Hi Ethel, it certainly is. I'd really like to know what happens from the mental to the physical, and vise versa. I think our lives are maybe synapses, and we're constantly trying to make a connection between who (identity) and what (physical body) we are...

Hi Charles, that's great. You should write it anyway. We'll look in the mirror and see one another...

audri sousa said...

yes yes. i am also fascinated by the possibility of waking life-esque telepathic undergrounds. maybe they are a karass of sorts. maybe everything worth knowing is in the unsaid. what i do know is that when you find yourself writing chord progressions that start to turn up on david hasselhoff albums, it is time to reevaluate your music career.

'..our lives are maybe synapses, and we're constantly trying to make a connection between who (identity) and what (physical body) we are'

i really like this notion.

Eric Beeny said...

Thanks, Audri. Karass, exactly. We can’t go wrong with Vonnegut. Even as people, working out our own synapses, we’re still making connections with others, firing messages along the synapses between us. I had to make small talk yesterday and felt like a broken synapse, with absolutely nothing to contribute to the conversation, and I felt like the acetylcholine which carries messages across our synapses had dwindled, so I was an Alzheimer’s synapse.

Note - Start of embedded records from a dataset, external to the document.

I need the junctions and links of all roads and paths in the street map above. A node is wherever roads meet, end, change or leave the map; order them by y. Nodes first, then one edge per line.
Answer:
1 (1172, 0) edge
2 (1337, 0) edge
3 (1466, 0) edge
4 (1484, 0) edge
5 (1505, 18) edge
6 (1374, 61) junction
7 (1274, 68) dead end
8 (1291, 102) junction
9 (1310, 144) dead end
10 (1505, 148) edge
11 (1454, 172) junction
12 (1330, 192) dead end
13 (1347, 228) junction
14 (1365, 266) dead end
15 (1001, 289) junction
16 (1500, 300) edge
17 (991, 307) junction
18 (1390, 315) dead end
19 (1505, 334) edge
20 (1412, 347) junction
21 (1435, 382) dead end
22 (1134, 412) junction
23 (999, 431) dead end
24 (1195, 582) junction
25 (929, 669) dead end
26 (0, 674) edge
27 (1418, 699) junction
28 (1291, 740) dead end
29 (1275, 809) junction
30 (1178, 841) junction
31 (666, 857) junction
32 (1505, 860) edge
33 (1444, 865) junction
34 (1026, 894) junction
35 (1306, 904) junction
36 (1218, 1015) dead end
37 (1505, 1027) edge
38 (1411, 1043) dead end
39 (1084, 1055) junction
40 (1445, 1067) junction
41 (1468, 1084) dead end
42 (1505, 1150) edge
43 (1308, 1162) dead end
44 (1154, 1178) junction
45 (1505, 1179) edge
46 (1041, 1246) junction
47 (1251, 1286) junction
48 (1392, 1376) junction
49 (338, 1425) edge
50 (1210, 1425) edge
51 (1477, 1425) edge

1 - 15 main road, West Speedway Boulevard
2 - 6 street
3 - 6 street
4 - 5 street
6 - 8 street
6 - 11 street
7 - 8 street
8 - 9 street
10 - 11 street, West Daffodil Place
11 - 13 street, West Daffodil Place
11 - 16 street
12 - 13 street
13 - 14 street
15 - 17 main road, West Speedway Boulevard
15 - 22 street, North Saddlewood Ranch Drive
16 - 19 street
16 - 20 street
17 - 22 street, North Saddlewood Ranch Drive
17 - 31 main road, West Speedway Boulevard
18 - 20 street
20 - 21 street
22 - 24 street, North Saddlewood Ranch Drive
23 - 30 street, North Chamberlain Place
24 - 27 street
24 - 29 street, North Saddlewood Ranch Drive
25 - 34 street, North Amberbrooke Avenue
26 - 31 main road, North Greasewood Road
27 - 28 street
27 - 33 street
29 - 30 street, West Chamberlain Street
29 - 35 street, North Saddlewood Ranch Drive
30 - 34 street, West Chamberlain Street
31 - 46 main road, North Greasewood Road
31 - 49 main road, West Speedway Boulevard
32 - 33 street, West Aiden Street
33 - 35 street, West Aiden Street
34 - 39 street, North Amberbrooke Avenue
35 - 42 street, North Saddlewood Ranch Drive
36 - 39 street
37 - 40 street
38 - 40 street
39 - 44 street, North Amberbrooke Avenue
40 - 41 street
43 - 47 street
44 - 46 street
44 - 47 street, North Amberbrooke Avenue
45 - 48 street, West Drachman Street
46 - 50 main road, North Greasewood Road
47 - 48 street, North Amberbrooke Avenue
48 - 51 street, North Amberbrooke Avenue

There’s a lot of chord progressions in pop and alternative music which are exactly the same—"When I Come Around" by Green Day and "Glycerine" by Bush and "No One Else" by Weezer (but Weezer I'll let off the hook), to name a few from the '90s when I first noticed this phenomenon—only in different keys, utilizing different melodies to navigate around the same progression (I, V, VI, IV), but I think that’s more a case of corporate plagiarism based on a successful formula for hits singles than unconscious telepathy. Hasslehoff has probably used those progressions, too. And it’s too bad, because he deserves so much respect for his work on Baywatch.